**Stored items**
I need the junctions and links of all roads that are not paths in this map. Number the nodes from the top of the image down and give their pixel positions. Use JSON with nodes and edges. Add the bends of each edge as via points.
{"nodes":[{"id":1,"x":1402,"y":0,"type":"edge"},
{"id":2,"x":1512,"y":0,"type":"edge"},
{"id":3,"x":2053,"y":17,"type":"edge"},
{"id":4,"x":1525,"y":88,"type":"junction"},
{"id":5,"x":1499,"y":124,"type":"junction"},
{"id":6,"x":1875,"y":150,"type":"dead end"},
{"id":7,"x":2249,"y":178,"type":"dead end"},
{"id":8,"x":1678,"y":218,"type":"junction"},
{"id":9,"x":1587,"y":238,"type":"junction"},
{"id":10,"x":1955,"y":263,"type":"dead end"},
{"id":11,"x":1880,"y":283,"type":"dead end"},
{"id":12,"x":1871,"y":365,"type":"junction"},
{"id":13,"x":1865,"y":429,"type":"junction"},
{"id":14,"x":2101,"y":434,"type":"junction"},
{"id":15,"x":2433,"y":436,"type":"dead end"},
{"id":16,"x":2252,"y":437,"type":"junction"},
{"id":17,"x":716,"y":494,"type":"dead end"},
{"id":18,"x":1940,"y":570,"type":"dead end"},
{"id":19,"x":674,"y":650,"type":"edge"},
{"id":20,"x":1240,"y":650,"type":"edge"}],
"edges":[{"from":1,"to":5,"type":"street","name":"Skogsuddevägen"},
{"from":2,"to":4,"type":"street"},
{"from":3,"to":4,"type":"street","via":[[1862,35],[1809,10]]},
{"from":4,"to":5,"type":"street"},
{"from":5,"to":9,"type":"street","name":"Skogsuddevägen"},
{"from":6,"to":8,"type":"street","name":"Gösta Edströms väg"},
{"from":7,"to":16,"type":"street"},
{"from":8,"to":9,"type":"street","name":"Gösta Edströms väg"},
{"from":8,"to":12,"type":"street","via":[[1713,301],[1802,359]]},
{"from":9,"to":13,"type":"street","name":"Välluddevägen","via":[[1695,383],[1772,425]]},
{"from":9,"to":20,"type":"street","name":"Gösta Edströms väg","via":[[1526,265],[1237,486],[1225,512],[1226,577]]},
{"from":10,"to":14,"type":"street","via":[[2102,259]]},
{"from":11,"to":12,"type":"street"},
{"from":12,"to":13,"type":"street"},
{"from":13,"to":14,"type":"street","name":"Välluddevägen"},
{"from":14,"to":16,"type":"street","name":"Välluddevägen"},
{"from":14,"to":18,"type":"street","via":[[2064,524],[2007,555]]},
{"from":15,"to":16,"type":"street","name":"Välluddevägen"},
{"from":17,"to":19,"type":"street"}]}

**WHAT YOU WILL DO**
Every entry must appear again in the answer, exactly as written.

**TASK SOLUTION**
I need the junctions and links of all roads that are not paths in this map. Number the nodes from the top of the image down and give their pixel positions. Use JSON with nodes and edges. Add the bends of each edge as via points.
{"nodes":[{"id":1,"x":1402,"y":0,"type":"edge"},
{"id":2,"x":1512,"y":0,"type":"edge"},
{"id":3,"x":2053,"y":17,"type":"edge"},
{"id":4,"x":1525,"y":88,"type":"junction"},
{"id":5,"x":1499,"y":124,"type":"junction"},
{"id":6,"x":1875,"y":150,"type":"dead end"},
{"id":7,"x":2249,"y":178,"type":"dead end"},
{"id":8,"x":1678,"y":218,"type":"junction"},
{"id":9,"x":1587,"y":238,"type":"junction"},
{"id":10,"x":1955,"y":263,"type":"dead end"},
{"id":11,"x":1880,"y":283,"type":"dead end"},
{"id":12,"x":1871,"y":365,"type":"junction"},
{"id":13,"x":1865,"y":429,"type":"junction"},
{"id":14,"x":2101,"y":434,"type":"junction"},
{"id":15,"x":2433,"y":436,"type":"dead end"},
{"id":16,"x":2252,"y":437,"type":"junction"},
{"id":17,"x":716,"y":494,"type":"dead end"},
{"id":18,"x":1940,"y":570,"type":"dead end"},
{"id":19,"x":674,"y":650,"type":"edge"},
{"id":20,"x":1240,"y":650,"type":"edge"}],
"edges":[{"from":1,"to":5,"type":"street","name":"Skogsuddevägen"},
{"from":2,"to":4,"type":"street"},
{"from":3,"to":4,"type":"street","via":[[1862,35],[1809,10]]},
{"from":4,"to":5,"type":"street"},
{"from":5,"to":9,"type":"street","name":"Skogsuddevägen"},
{"from":6,"to":8,"type":"street","name":"Gösta Edströms väg"},
{"from":7,"to":16,"type":"street"},
{"from":8,"to":9,"type":"street","name":"Gösta Edströms väg"},
{"from":8,"to":12,"type":"street","via":[[1713,301],[1802,359]]},
{"from":9,"to":13,"type":"street","name":"Välluddevägen","via":[[1695,383],[1772,425]]},
{"from":9,"to":20,"type":"street","name":"Gösta Edströms väg","via":[[1526,265],[1237,486],[1225,512],[1226,577]]},
{"from":10,"to":14,"type":"street","via":[[2102,259]]},
{"from":11,"to":12,"type":"street"},
{"from":12,"to":13,"type":"street"},
{"from":13,"to":14,"type":"street","name":"Välluddevägen"},
{"from":14,"to":16,"type":"street","name":"Välluddevägen"},
{"from":14,"to":18,"type":"street","via":[[2064,524],[2007,555]]},
{"from":15,"to":16,"type":"street","name":"Välluddevägen"},
{"from":17,"to":19,"type":"street"}]}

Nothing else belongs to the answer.